"QX, Lacy, give her her raise. Of course she's good, or she wouldn't be in on this deal at all. In fact, they're about as fine a couple of youngsters as old Tellus has produced."

"They are that. Man, what a pair of skeletons!"


And in the Nurses' Quarters a young woman with a wealth of red-bronze-auburn hair and tawny eyes was staring at her own reflection in a mirror.

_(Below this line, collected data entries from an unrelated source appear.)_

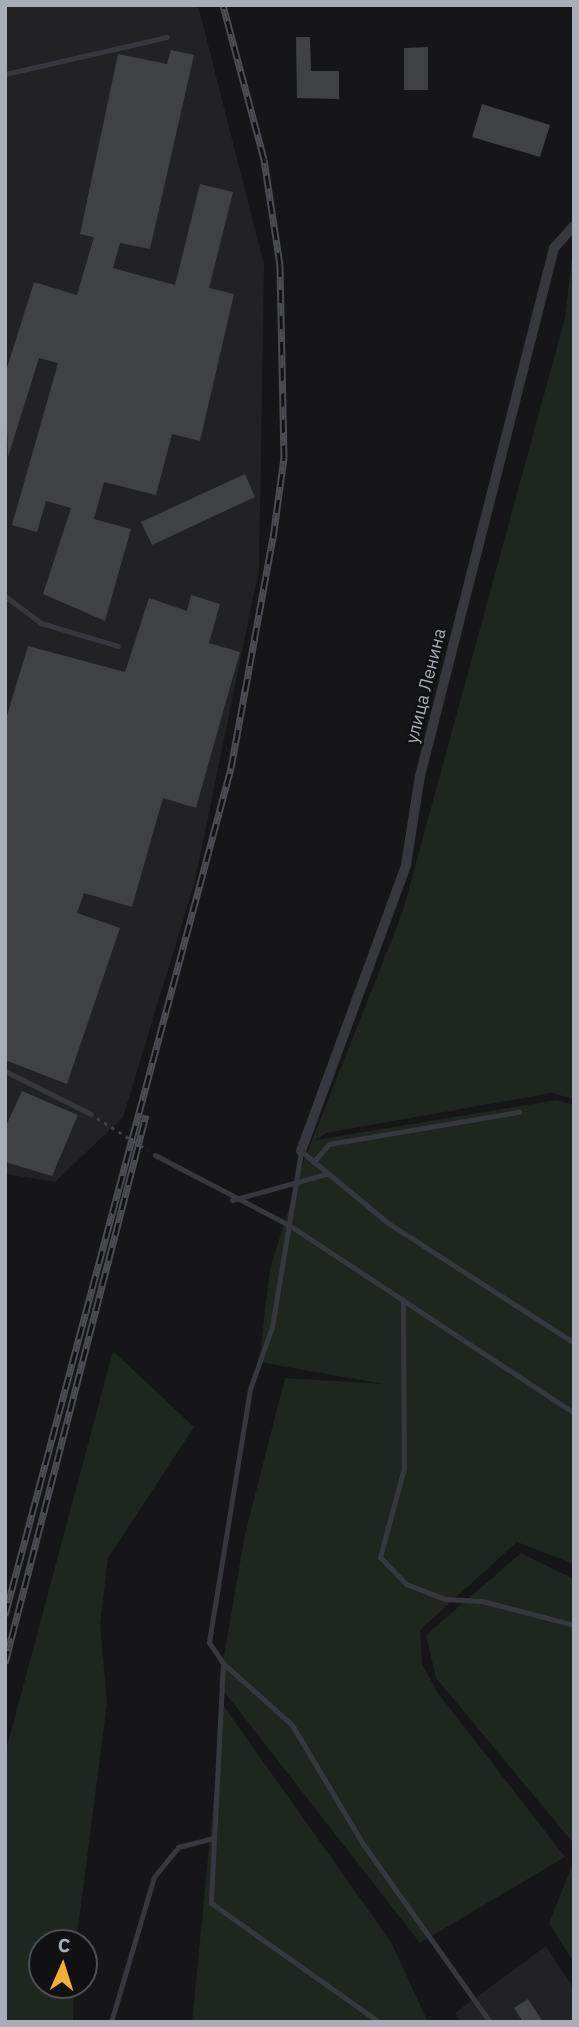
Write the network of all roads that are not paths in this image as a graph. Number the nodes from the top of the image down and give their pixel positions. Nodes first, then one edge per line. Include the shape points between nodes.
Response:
1 (167, 37) dead end
2 (5, 75) edge
3 (574, 226) edge
4 (5, 596) edge
5 (118, 646) dead end
6 (5, 1071) edge
7 (519, 1112) dead end
8 (91, 1115) road end
9 (301, 1151) junction
10 (155, 1156) road end
11 (313, 1162) junction
12 (327, 1174) junction
13 (295, 1182) junction
14 (232, 1200) junction
15 (289, 1225) junction
16 (403, 1301) junction
17 (574, 1343) edge
18 (574, 1413) edge
19 (574, 1625) edge
20 (223, 1663) junction
21 (213, 1838) junction
22 (111, 2022) edge
23 (379, 2022) edge
24 (490, 2022) edge

1 - 2 lane
3 - 9 street, улица Ленина via 554,248 420,776 406,865
4 - 5 lane via 41,623
6 - 8 lane
7 - 11 lane via 329,1144
9 - 11 lane
9 - 13 lane
10 - 14 lane
11 - 12 lane
12 - 13 lane
12 - 17 lane via 388,1223
13 - 14 lane
13 - 15 lane
14 - 15 lane
15 - 16 lane
15 - 20 lane via 272,1327 250,1389 209,1642
16 - 18 lane
16 - 19 lane via 404,1468 380,1557 406,1584 445,1599 482,1601
20 - 21 lane
20 - 24 lane via 292,1725 363,1844
21 - 22 lane via 178,1847 154,1877
21 - 23 lane via 211,1903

"You half-wit, you ninny, you lug!" she stormed, bitterly if almost inaudibly, at that reflection. "You lame-brained moron, you red-headed, idiotic imbecile, you microcephalic dumbbell, you clunker! Of all the men in this whole cockeyed galaxy, you would have to make a dive at Kimball Kinnison, the one man who never has realized that you are even alive. At a Gray Lensman—" Her expression changed and she whispered softly: "A ... Gray ... Lensman. He can't love any woman as long as he's carrying that load. They can't let themselves be human—quite; perhaps loving him will be enough—"

She straightened up, shrugged, and smiled; but even that pitiful travesty of a smile could not long endure. Shortly it was buried in waves of pain and the girl threw herself down upon her bed.

"Oh Kim, Kim!" she sobbed. "I wish ... why can't you—Oh, why did I ever have to be born!"


Three weeks later, far out in space, Kimball Kinnison was thinking thoughts entirely foreign to his usual pattern. He was in his bunk, smoking dreamily, staring unseeing at the metallic ceiling. He was not thinking of Boskone.

When he had thought of Mac, back there at that dance, he had, for the first time in his life, failed to narrow down his beam to the exact thought being sent. Why? The explanation he had given the girl was totally inadequate. For that matter, why had he been so glad to see her there? And why, at every odd moment, did visions of her keep coming into his mind—her form and features, her eyes, her lips, her startling hair?